(Stored data entries)

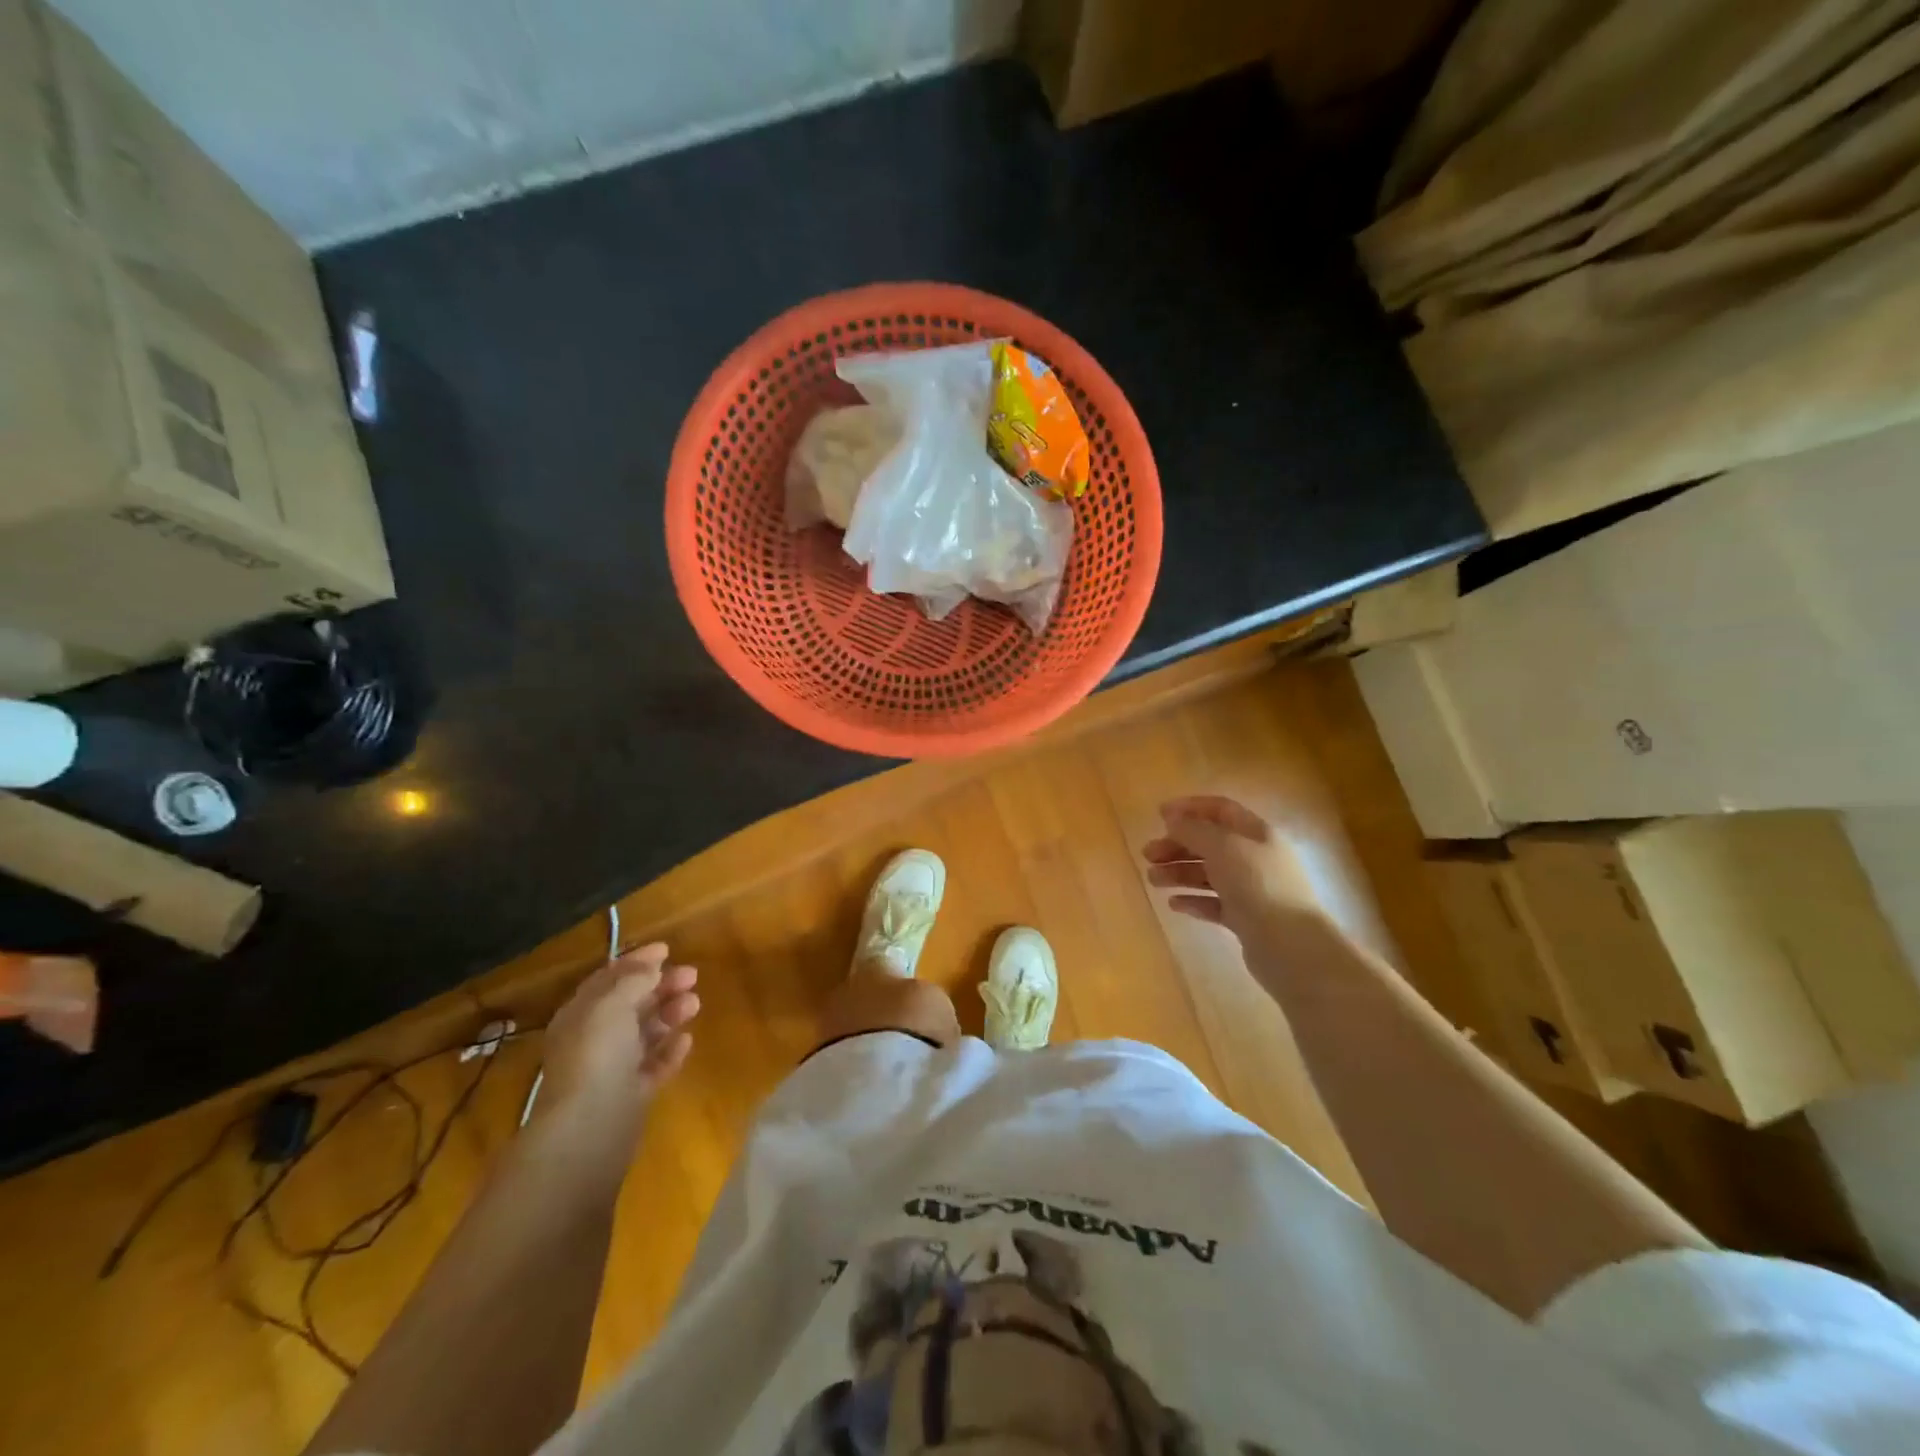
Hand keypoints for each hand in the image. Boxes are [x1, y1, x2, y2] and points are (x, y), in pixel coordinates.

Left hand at [535, 944, 699, 1138]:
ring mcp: (613, 1069)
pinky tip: (687, 1039)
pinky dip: (670, 1050)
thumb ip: (634, 979)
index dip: (636, 961)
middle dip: (660, 986)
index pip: (608, 980)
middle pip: (631, 1004)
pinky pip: (654, 1065)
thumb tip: (652, 965)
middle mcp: (594, 1039)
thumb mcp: (612, 1004)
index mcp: (581, 1015)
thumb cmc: (597, 1054)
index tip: (667, 948)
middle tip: (693, 974)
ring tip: (695, 1003)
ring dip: (670, 1013)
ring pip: (645, 1033)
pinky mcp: (632, 1095)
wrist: (591, 1127)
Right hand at [1142, 796, 1325, 947]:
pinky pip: (1214, 903)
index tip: (1159, 815)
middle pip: (1210, 843)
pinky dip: (1193, 900)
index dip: (1190, 808)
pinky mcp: (1246, 919)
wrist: (1291, 946)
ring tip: (1153, 881)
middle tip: (1148, 855)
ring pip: (1209, 874)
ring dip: (1179, 872)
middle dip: (1177, 845)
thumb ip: (1194, 830)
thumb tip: (1173, 819)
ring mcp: (1252, 890)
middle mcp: (1256, 858)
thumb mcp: (1223, 848)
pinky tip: (1173, 904)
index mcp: (1257, 833)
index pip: (1221, 809)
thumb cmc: (1257, 885)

• Requirement
Scan the lines above for the word "hand". Return each one that has it.

• Result of this exercise
Hand keypoints for each hand in the image. Boxes are [x1, y1, x2, y2] and points are (x, y), in pixel coordinates.
Left hand at [535, 944, 699, 1138]:
Right hand at [1142, 796, 1325, 947]:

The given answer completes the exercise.